As was explored in the 2012 documentary How to Survive a Plague, the hope for and search for treatment to HIV/AIDS in the mid-’80s was damn near impossible. Those infected would do almost anything to survive and Ron’s search eventually takes him to Mexico where he hooks up with an American doctor who tells him the dangers of AZT and ultimately puts him on a cocktail of medicines, vitamins and proteins that seem to actually work. Problem is, none of what he’s taking is “approved” by the FDA in the States.
Recognizing the earning potential should he smuggle the drugs into the States and sell them himself, the “Dallas Buyers Club” is born, a “club” avoiding the threat of prosecution for selling illegal, non-approved drugs by charging a fee for a membership after which all “members” receive medication for free.
I knew nothing of the true story of Woodroof before seeing the film, but beyond getting over the initial introduction to this cocksure Texan, his story becomes all the more intriguing due to the fact this isn’t a story of a gay man contracting the HIV/AIDS virus. Woodroof is a gun-totin’, shot of bourbon kind of cowboy. As far as AIDS is concerned, to him it’s a gay disease and to the people he used to call his friends, it still is.
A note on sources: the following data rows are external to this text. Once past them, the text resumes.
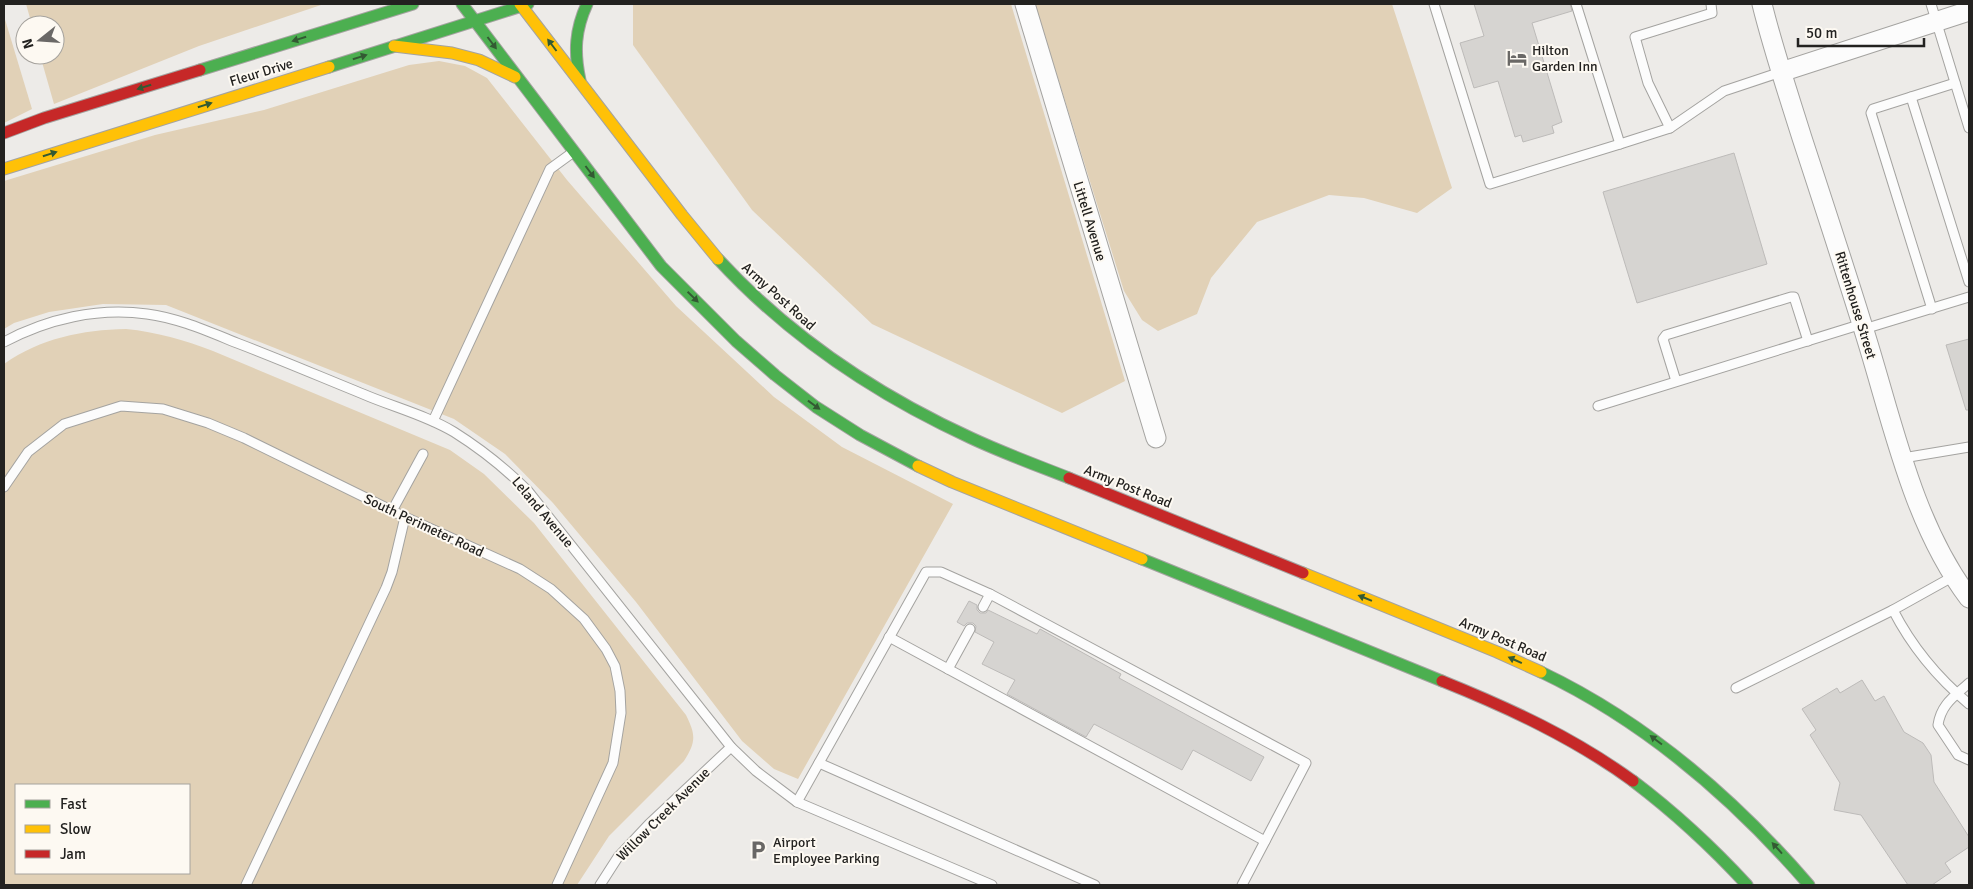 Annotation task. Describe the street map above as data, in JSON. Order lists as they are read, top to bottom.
{
  "streets": {
    "main road": ["Fleur Drive", "Army Post Road"],
    "street": ["Littell Avenue", "Rittenhouse Street"],
    "lane": ["Leland Avenue", "South Perimeter Road", "Willow Creek Avenue"]
  },
  "crossings": [
    ["Fleur Drive", "Army Post Road"],
    ["Leland Avenue", "Willow Creek Avenue"]
  ],
  "places": {
    "hotel": ["Hilton Garden Inn"],
    "parking": ["Airport Employee Parking"]
  },
  "legend": ["Fast", "Slow", "Jam"],
  "scale_bar": "50 m",
  "north": "left"
} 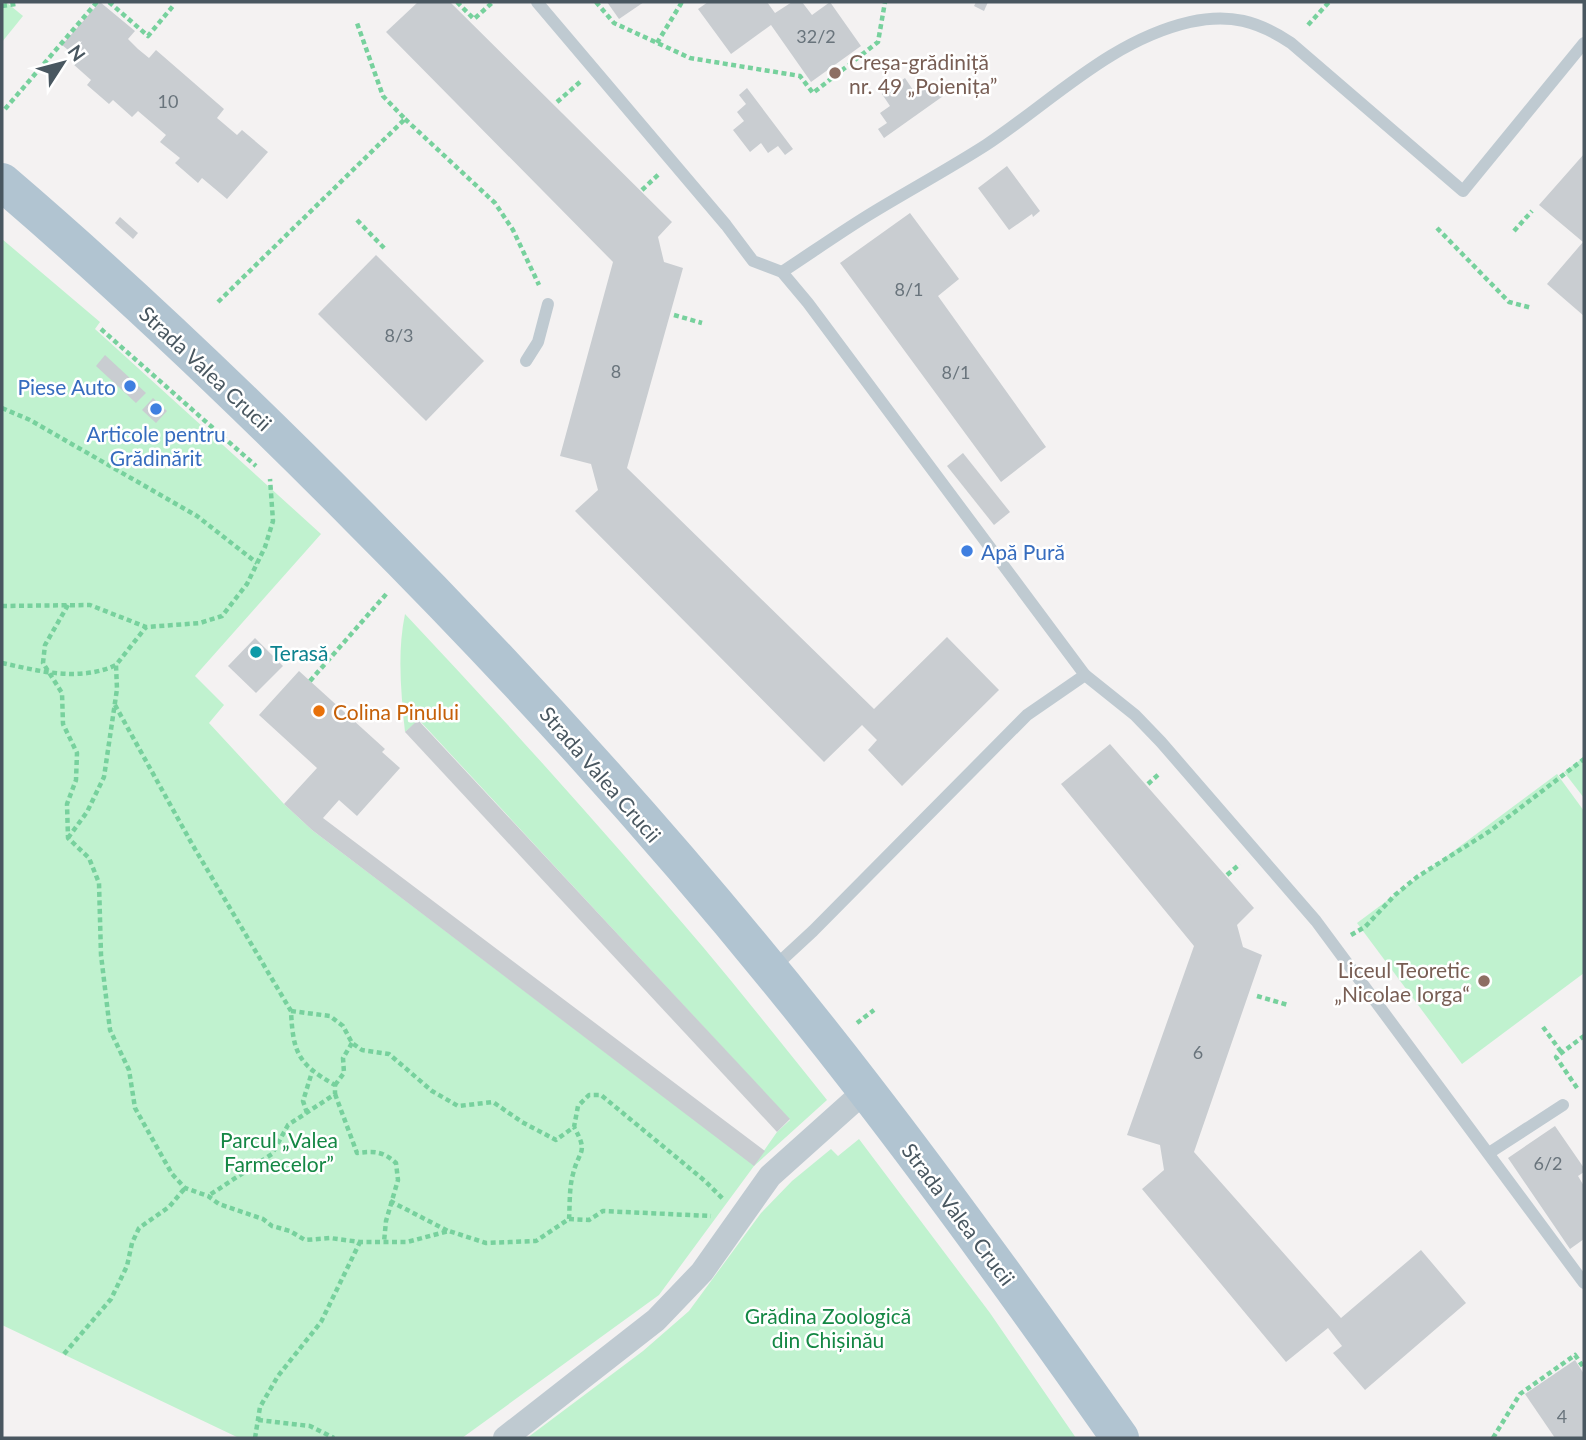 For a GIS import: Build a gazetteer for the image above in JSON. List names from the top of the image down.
{
  "streets": {
    "main road": ["Strada Valea Crucii"]
  },
  "parks": ["Parcul „Valea Farmecelor”", "Grădina Zoologică din Chișinău"],
  "places": [
    "Creșa-grădiniță nr. 49 „Poienița”",
    "Piese Auto",
    "Articole pentru Grădinărit",
    "Apă Pură",
    "Terasă",
    "Colina Pinului",
    "Liceul Teoretic „Nicolae Iorga“"
  ],
  "house_numbers": [
    "32/2",
    "10",
    "8/1",
    "8/3",
    "8",
    "8/1",
    "6",
    "6/2",
    "4"
  ],
  "north": "top right"
} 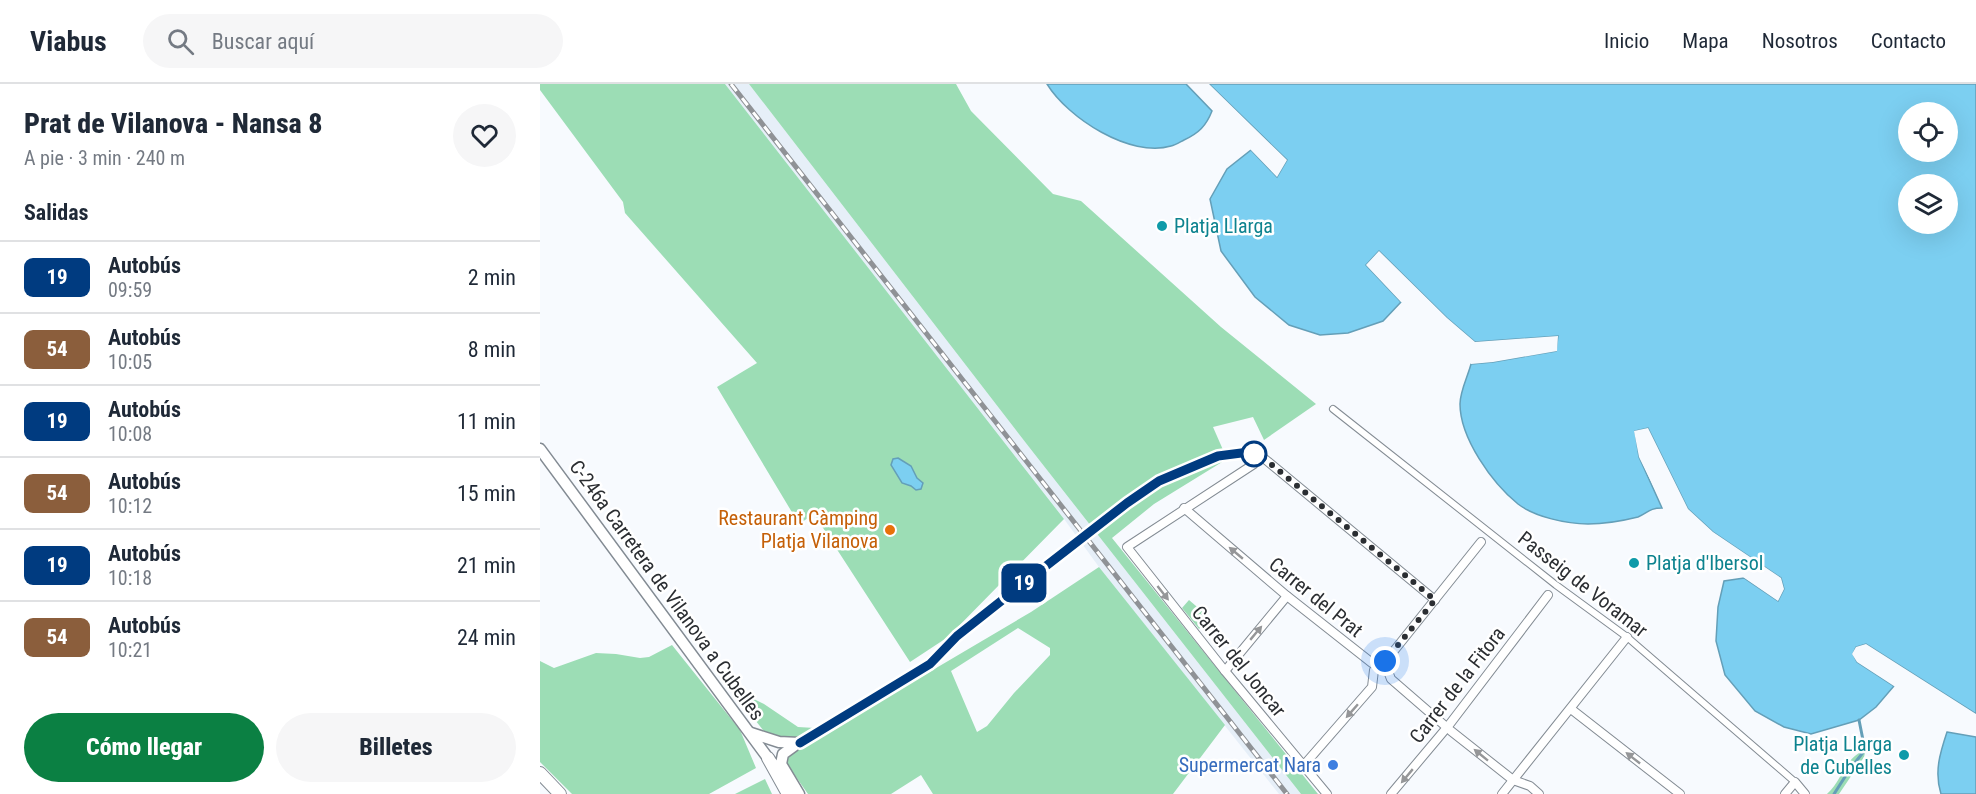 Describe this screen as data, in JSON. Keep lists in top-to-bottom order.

It would be so easy to tell just another story about a gay man contracting the AIDS virus and fighting for their rights alongside the rest of the gay population, but to tell a story of a homophobic straight cowboy from Texas and his eventual friendship with a cross-dressing gay man is to add a layer of complexity that’s not so easy to pull off. However, if you are able to nail down the story’s first and second acts, you deserve every bit of emotional success you’ve earned with the third.
Vallée accomplishes just this with a performance from McConaughey almost assured an Oscar nomination and another by Jared Leto as the aforementioned cross-dresser, Rayon, a character and performance that compliments everything McConaughey delivers as Ron. The two represent an impossible, unexpected match made in heaven.
Just the way Leto and McConaughey move in this film brings their characters added life. The costume design from Kurt Swanson and Bart Mueller (aka Kurt and Bart) is outstanding, most notably a suit worn by Leto late in the film as he visits his father, dressed as a man, only Rayon (his birth name is Raymond) has lost so much weight the jacket nearly envelops his entire body. It’s not often a costume speaks volumes, but this screams at the top of its lungs.
I have to say, however, Jennifer Garner is merely serviceable as Dr. Eve Saks. It’s a role that would have been better served by an unknown actress. This isn’t a character that should detract from the larger story and with a name as big as Garner’s she immediately attracts attention and, on top of that, I just don’t think she has the chops to pull it off.
This small quibble aside, the rest of the film is damn near perfect. The theme of the story comes through in Vallée’s filmmaking as he smartly focuses his attention on the characters and not the disease. So often filmmakers get caught up in the gory details of war, politics, disease, etc. that they forget it’s the characters people are coming to see and where the connection must be made. Without that connection all you are doing is selling fear over compassion and while it’s much easier and obvious choice to sell fear based on our natural instincts, to sell and develop compassion over fear is the mark of a true storyteller, and Dallas Buyers Club serves as the evidence.